Well, I can't get this picture to rotate. I took it with my phone...so, there you have it.
I just couldn't stand it that the word "pregnant" disappeared about 24 hours after it appeared! That's just so sad. So, I had to have another one.... as indicated, "just to make sure."
Every Tuesday I should be one week further along, so as of 9/25, I should be considered 5 weeks.
How am I feeling?
Well, I was feeling super excited and unable to sleep.
Apparently, I only had to mention that at the dr's office to change things. I suddenly can hardly stay awake. One night, I slept for 12 hours, got up, started my day, took a 1.5 hour nap, and I was asleep the next night well before the night news came on.
For the past few days, I've been scheduling life around my napping.
Other symptoms: I was nauseated all day on Saturday.
Even still, certain smells just....ugh.
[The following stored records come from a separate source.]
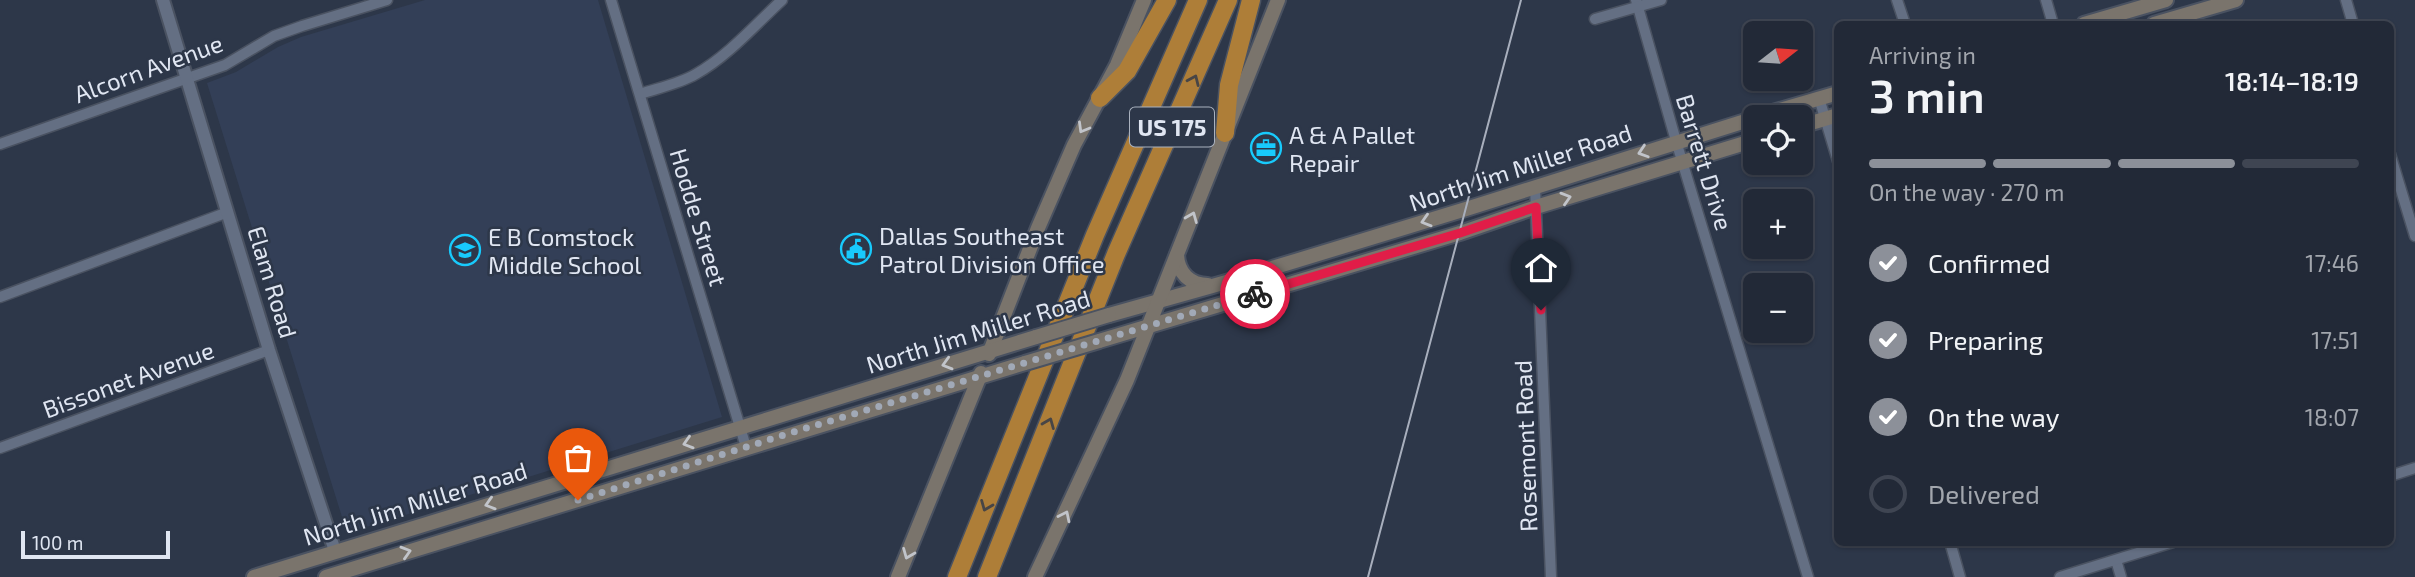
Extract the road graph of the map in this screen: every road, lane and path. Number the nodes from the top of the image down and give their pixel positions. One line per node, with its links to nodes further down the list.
1 (163, 0): 24 (street, Elam Road)
2 (387, 0): 24 (street, Alcorn Avenue)
3 (611, 0): 25 (street, Hodde Street)
4 (1144, 0): 27 (main road)
5 (1167, 0): 27 (highway)
6 (1198, 0): 72 (highway, US 175, one-way to 72)
7 (1228, 0): 73 (highway, US 175, one-way to 7)
8 (1251, 0): 33 (highway)
9 (1278, 0): 33 (main road)
10 (1661, 0): 17 (street)
11 (1898, 0): 19 (street)
12 (2046, 0): 20 (street)
13 (2166, 0): 21 (main road)
14 (2236, 0): 22 (main road)
15 (2346, 0): 23 (street)
16 (780, 1): 25 (street)
17 (1637, 4): 18 (street); 35 (street, Barrett Drive)
18 (1595, 19)
19 (1904, 21)
20 (2052, 21)
21 (2094, 21)
22 (2164, 21)
23 (2352, 21)
24 (187, 77): 37 (street, Alcorn Avenue); 42 (street, Elam Road)
25 (640, 94): 56 (street, Hodde Street)
26 (1834, 94): 28 (main road, North Jim Miller Road)
27 (1100, 98): 50 (main road, one-way to 50)
28 (1819, 98): 29 (main road, North Jim Miller Road); 30 (street)
29 (1796, 105)
30 (1831, 117): 32 (main road); 34 (street)
31 (1743, 121): 35 (main road, North Jim Miller Road)
32 (1813, 122)
33 (1225, 133): 44 (main road, one-way to 33)
34 (1834, 136)
35 (1676, 141): 38 (street, Barrett Drive); 40 (main road, North Jim Miller Road, one-way to 40)
36 (1743, 143): 38 (main road, North Jim Miller Road)
37 (0, 144)
38 (1683, 161): 41 (main road, North Jim Miller Road, one-way to 38); 76 (street, Barrett Drive)
39 (2394, 167): 43 (street)
40 (1535, 187): 41 (street, Rosemont Road); 45 (main road, North Jim Miller Road, one-way to 45)
41 (1536, 207): 48 (main road, North Jim Miller Road); 75 (street, Rosemont Road)
42 (228, 212): 46 (street); 49 (street, Elam Road)
43 (2415, 236)
44 (1177, 255): 45 (main road); 47 (main road)
45 (1223, 283): 47 (main road, North Jim Miller Road)
46 (0, 297)
47 (1158, 300): 48 (main road); 50 (main road, North Jim Miller Road, bridge)
48 (1149, 326): 52 (main road, North Jim Miller Road, bridge); 74 (main road, one-way to 48)
49 (270, 350): 58 (street, Bissonet Avenue); 67 (street, Elam Road)
50 (991, 351): 51 (main road, North Jim Miller Road, one-way to 51); 52 (main road)
51 (905, 376): 53 (main road); 54 (main road, North Jim Miller Road)
52 (979, 377): 53 (main road, North Jim Miller Road); 71 (main road, one-way to 71)
53 (914, 397): 55 (main road, North Jim Miller Road)
54 (829, 400): 55 (main road); 56 (main road, North Jim Miller Road)
55 (834, 420): 57 (main road, North Jim Miller Road)
56 (740, 427): 57 (street, Hodde Street); 60 (main road, North Jim Miller Road, one-way to 60)
57 (746, 447): 62 (main road, North Jim Miller Road)
58 (0, 448)
59 (2415, 468): 61 (street)
60 (602, 470): 62 (main road); 63 (main road, North Jim Miller Road)
61 (2394, 475)
62 (608, 490): 64 (main road, North Jim Miller Road)
63 (516, 496): 64 (main road); 67 (main road, North Jim Miller Road, one-way to 67)
64 (522, 516): 69 (main road, North Jim Miller Road, one-way to 64)
65 (1951, 546): 77 (street)
66 (2160, 546): 68 (street)
67 (335, 551): 69 (main road, Elam Road); 70 (main road, North Jim Miller Road)
68 (2116, 560): 78 (street); 79 (street)
69 (336, 575)
70 (254, 577)
71 (898, 577)
72 (957, 577)
73 (986, 577)
74 (1035, 577)
75 (1551, 577)
76 (1808, 577)
77 (1960, 577)
78 (2060, 577)
79 (2121, 577)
And looking at uncooked meat in packages---yuck.
Sometimes I have to just make myself eat and drink.
Other times, it's like I've opened the door to a bottomless pit.
Mostly, I'm craving good stuff! (Mostly)
...but sometimes, I want fries from Five Guys, and I want to put hamburger dill slices on top of them. YUM! And, this isn't a far cry from what I usually like, because I like hamburger dills atop Tostitos on a normal non-pregnant day!
So, for the most part, I'm tired all the time.
I'm either eating a lot, or very little.
I worry that I'm not drinking enough water.
So, I either force myself to drink water, or I find myself suddenly thirsty and I guzzle water like I've just traversed a desert.
I get tired doing the easiest, most normal stuff.
I've had some cramping. I am attributing this to implantation. I'm still on the estrogen patches and progesterone 2x/day. So, in the back of my mind when the cramping feels like period-cramps, I think "oh, gosh, what if I body is trying to miscarry and I'm just on so much medicine that I'm somehow just prolonging the inevitable?" Isn't that a sick and twisted way to think? It's awful. I am aware of it, and I just try to remind myself that I should think positive thoughts and not think that way! And, I think back to when I was pregnant with Gage. I had never experienced a pregnancy loss, and I just believed everything was great, was going to be great, and would always be great.
Now, while I am very excited, I have those other thoughts creep in and I know why...
But overall, I'm very excited.
So that's my update.... we are just waiting for our first ultrasound. For whatever reason, I think that first ultrasound will ease a lot of my fears. I think I will just feel so much better after that.... It really can't come soon enough!